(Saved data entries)
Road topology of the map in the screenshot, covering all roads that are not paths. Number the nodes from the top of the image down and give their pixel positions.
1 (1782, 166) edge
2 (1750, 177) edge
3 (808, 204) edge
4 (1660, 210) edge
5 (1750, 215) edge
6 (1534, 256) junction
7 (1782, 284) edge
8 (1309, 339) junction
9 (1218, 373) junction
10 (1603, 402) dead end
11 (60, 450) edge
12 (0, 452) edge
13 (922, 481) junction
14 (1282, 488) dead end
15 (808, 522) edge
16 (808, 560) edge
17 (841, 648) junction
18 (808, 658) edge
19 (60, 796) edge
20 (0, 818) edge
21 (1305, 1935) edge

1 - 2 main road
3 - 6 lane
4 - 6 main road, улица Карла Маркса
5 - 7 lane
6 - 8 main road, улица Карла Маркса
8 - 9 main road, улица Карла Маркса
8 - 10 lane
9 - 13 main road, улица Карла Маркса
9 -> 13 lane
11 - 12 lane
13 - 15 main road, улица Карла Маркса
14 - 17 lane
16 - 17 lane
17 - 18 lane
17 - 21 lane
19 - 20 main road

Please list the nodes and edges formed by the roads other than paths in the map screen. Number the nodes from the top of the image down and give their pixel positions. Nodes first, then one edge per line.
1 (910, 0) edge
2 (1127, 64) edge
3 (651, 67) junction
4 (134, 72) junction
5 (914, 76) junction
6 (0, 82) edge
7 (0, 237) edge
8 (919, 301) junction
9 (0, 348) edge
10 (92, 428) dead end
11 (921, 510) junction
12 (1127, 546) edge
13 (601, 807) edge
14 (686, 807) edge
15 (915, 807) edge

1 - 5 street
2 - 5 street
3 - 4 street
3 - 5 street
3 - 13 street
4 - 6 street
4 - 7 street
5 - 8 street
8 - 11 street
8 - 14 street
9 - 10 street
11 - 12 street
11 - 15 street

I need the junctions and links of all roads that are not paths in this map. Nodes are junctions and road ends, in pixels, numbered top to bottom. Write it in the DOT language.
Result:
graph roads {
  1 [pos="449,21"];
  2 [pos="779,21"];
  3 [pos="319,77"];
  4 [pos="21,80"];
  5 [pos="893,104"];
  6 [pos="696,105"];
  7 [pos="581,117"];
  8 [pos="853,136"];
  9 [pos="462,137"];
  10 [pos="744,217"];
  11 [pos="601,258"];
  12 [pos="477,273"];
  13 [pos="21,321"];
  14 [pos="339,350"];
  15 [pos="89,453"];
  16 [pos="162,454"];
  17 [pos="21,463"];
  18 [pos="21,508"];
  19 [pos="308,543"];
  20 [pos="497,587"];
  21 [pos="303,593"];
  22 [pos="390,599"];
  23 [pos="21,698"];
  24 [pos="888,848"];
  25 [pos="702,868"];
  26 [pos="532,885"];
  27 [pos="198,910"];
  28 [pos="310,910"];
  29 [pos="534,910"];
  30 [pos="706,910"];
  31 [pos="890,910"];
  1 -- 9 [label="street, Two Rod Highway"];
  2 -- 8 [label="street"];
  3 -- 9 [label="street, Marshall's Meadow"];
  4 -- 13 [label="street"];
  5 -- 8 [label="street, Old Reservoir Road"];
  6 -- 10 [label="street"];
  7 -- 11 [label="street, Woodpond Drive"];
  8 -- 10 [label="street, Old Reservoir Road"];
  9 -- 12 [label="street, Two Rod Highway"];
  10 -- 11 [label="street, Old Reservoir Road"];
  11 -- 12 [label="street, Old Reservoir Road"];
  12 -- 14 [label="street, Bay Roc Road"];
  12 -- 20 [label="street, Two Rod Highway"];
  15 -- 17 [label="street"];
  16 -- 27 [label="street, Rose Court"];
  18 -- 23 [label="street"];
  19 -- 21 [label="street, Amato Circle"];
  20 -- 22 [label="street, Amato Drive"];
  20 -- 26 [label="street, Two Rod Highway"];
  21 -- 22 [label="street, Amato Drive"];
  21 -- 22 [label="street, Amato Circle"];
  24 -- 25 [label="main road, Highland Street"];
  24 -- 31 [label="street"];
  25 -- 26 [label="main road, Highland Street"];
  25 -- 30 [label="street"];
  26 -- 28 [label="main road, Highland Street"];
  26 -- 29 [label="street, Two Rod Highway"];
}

Task description: Once you have read the records above, set every one of them down again exactly.

Your solution:
Road topology of the map in the screenshot, covering all roads that are not paths. Number the nodes from the top of the image down and give their pixel positions.
1 (1782, 166) edge
2 (1750, 177) edge
3 (808, 204) edge
4 (1660, 210) edge
5 (1750, 215) edge
6 (1534, 256) junction
7 (1782, 284) edge
8 (1309, 339) junction
9 (1218, 373) junction
10 (1603, 402) dead end
11 (60, 450) edge
12 (0, 452) edge
13 (922, 481) junction
14 (1282, 488) dead end
15 (808, 522) edge
16 (808, 560) edge
17 (841, 648) junction
18 (808, 658) edge
19 (60, 796) edge
20 (0, 818) edge
21 (1305, 1935) edge

1 - 2 main road
3 - 6 lane
4 - 6 main road, улица Карла Маркса
5 - 7 lane
6 - 8 main road, улица Карла Маркса
8 - 9 main road, улица Карла Маркса
8 - 10 lane
9 - 13 main road, улица Карла Маркса
9 -> 13 lane
11 - 12 lane
13 - 15 main road, улица Карла Маркса
14 - 17 lane
16 - 17 lane
17 - 18 lane
17 - 21 lane
19 - 20 main road

Please list the nodes and edges formed by the roads other than paths in the map screen. Number the nodes from the top of the image down and give their pixel positions. Nodes first, then one edge per line.
1 (910, 0) edge
2 (1127, 64) edge
3 (651, 67) junction
4 (134, 72) junction
5 (914, 76) junction
6 (0, 82) edge
7 (0, 237) edge
8 (919, 301) junction
9 (0, 348) edge
10 (92, 428) dead end
11 (921, 510) junction
12 (1127, 546) edge
13 (601, 807) edge
14 (686, 807) edge
15 (915, 807) edge

1 - 5 street
2 - 5 street
3 - 4 street
3 - 5 street
3 - 13 street
4 - 6 street
4 - 7 street
5 - 8 street
8 - 11 street
8 - 14 street
9 - 10 street
11 - 12 street
11 - 15 street

I need the junctions and links of all roads that are not paths in this map. Nodes are junctions and road ends, in pixels, numbered top to bottom. Write it in the DOT language.
Result:
graph roads {
  1 [pos="449,21"];
  2 [pos="779,21"];
  3 [pos="319,77"];
  4 [pos="21,80"];
  5 [pos="893,104"];
  6 [pos="696,105"];
  7 [pos="581,117"];
  8 [pos="853,136"];
  9 [pos="462,137"];
  10 [pos="744,217"];
  11 [pos="601,258"];
  12 [pos="477,273"];
  13 [pos="21,321"];
  14 [pos="339,350"];
  15 [pos="89,453"];
  16 [pos="162,454"];
  17 [pos="21,463"];
  18 [pos="21,508"];
  19 [pos="308,543"];
  20 [pos="497,587"];
  21 [pos="303,593"];
  22 [pos="390,599"];
  23 [pos="21,698"];
  24 [pos="888,848"];
  25 [pos="702,868"];
  26 [pos="532,885"];
  27 [pos="198,910"];
  28 [pos="310,910"];
  29 [pos="534,910"];
  30 [pos="706,910"];
  31 [pos="890,910"];
  1 -- 9 [label="street, Two Rod Highway"];
  2 -- 8 [label="street"];
  3 -- 9 [label="street, Marshall's Meadow"];
  4 -- 13 [label="street"];
  5 -- 8 [label="street, Old Reservoir Road"];
  6 -- 10 [label="street"];
  7 -- 11 [label="street, Woodpond Drive"];
  8 -- 10 [label="street, Old Reservoir Road"];
  9 -- 12 [label="street, Two Rod Highway"];
  10 -- 11 [label="street, Old Reservoir Road"];
  11 -- 12 [label="street, Old Reservoir Road"];
  12 -- 14 [label="street, Bay Roc Road"];
  12 -- 20 [label="street, Two Rod Highway"];
  15 -- 17 [label="street"];
  16 -- 27 [label="street, Rose Court"];
  18 -- 23 [label="street"];
  19 -- 21 [label="street, Amato Circle"];
  20 -- 22 [label="street, Amato Drive"];
  20 -- 26 [label="street, Two Rod Highway"];
  21 -- 22 [label="street, Amato Drive"];
  21 -- 22 [label="street, Amato Circle"];
  24 -- 25 [label="main road, Highland Street"];
  24 -- 31 [label="street"];
  25 -- 26 [label="main road, Highland Street"];
  25 -- 30 [label="street"];
  26 -- 28 [label="main road, Highland Street"];
  26 -- 29 [label="street, Two Rod Highway"];
}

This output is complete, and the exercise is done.